■ Problem to solve ■
For each line below that includes the string "roads", show the whole line.

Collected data
┌──

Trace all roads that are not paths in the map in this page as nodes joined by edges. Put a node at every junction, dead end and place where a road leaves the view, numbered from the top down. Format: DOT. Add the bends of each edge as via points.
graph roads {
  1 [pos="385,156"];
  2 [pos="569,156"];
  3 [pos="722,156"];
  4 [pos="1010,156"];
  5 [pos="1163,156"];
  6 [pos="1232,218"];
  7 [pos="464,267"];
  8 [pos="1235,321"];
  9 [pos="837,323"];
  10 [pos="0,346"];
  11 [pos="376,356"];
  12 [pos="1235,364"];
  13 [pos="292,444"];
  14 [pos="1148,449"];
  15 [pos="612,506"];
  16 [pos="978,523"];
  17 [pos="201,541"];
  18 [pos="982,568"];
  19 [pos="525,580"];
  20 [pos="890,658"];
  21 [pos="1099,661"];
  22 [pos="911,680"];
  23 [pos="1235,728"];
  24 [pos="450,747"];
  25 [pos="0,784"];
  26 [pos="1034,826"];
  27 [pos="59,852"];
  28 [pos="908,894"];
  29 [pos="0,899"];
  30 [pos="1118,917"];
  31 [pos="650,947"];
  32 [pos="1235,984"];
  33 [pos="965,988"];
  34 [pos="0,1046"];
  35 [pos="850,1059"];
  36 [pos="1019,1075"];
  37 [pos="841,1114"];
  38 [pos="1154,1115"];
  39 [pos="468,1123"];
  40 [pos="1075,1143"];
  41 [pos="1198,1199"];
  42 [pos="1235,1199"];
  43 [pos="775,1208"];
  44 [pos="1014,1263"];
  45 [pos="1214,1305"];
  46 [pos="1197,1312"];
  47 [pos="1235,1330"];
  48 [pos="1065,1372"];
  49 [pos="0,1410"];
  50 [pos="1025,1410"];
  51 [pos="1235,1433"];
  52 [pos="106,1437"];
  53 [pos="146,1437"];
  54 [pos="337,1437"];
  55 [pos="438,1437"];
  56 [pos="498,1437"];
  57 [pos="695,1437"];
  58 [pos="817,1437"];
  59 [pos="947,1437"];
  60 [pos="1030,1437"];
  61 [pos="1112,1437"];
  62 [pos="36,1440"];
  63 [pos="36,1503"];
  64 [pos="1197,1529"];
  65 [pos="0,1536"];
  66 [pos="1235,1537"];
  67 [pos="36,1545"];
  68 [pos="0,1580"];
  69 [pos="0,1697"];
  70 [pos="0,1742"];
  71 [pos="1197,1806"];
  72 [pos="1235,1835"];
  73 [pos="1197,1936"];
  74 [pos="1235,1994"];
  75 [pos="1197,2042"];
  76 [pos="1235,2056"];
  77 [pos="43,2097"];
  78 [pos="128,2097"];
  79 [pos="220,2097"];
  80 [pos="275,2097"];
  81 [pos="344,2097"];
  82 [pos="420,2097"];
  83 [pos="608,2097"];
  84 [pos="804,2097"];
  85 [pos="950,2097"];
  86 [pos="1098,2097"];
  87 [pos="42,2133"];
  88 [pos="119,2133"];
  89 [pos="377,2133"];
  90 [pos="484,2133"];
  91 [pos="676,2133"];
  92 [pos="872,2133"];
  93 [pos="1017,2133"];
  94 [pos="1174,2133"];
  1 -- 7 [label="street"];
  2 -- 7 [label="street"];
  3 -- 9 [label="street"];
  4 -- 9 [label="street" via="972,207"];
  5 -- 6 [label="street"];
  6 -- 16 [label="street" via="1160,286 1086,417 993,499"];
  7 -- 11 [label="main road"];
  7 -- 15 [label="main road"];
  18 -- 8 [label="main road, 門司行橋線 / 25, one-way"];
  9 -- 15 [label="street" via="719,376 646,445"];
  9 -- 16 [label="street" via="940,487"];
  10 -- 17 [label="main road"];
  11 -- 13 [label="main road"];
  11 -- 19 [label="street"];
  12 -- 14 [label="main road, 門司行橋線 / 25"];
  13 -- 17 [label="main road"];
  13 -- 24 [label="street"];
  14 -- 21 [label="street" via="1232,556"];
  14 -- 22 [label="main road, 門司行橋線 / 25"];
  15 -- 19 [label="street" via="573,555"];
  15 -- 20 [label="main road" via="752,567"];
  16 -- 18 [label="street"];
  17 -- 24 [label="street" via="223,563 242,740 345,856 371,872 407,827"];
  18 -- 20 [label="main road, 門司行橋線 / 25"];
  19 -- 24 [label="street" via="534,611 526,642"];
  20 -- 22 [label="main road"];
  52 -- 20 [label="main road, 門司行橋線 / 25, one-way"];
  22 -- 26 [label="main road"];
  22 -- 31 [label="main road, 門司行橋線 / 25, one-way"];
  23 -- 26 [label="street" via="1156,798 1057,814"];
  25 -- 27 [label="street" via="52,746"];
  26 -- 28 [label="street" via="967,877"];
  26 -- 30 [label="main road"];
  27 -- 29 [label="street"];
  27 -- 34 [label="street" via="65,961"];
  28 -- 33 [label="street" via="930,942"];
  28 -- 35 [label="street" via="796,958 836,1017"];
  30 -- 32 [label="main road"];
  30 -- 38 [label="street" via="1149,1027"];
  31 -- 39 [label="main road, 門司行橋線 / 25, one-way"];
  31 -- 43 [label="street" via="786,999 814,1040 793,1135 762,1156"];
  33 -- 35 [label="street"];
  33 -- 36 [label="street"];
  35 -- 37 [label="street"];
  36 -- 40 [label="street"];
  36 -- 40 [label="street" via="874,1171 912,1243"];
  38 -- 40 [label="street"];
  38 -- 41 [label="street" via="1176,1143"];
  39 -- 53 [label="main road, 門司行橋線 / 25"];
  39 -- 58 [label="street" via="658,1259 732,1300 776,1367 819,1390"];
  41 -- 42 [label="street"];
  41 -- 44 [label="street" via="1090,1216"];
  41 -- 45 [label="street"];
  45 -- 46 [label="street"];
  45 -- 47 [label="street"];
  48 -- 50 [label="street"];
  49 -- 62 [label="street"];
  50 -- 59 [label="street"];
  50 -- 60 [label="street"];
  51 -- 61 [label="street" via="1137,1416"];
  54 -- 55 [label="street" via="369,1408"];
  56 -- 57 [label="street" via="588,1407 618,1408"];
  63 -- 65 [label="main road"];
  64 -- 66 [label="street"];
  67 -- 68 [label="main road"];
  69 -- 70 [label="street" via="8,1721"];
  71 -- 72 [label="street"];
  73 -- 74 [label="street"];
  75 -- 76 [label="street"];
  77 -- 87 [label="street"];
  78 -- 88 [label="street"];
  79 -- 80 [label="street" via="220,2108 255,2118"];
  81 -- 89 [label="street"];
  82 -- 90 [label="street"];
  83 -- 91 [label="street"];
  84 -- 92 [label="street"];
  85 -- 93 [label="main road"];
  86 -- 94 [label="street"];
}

└──

■ Task response ■
Trace all roads that are not paths in the map in this page as nodes joined by edges. Put a node at every junction, dead end and place where a road leaves the view, numbered from the top down. Format: DOT. Add the bends of each edge as via points.
graph roads {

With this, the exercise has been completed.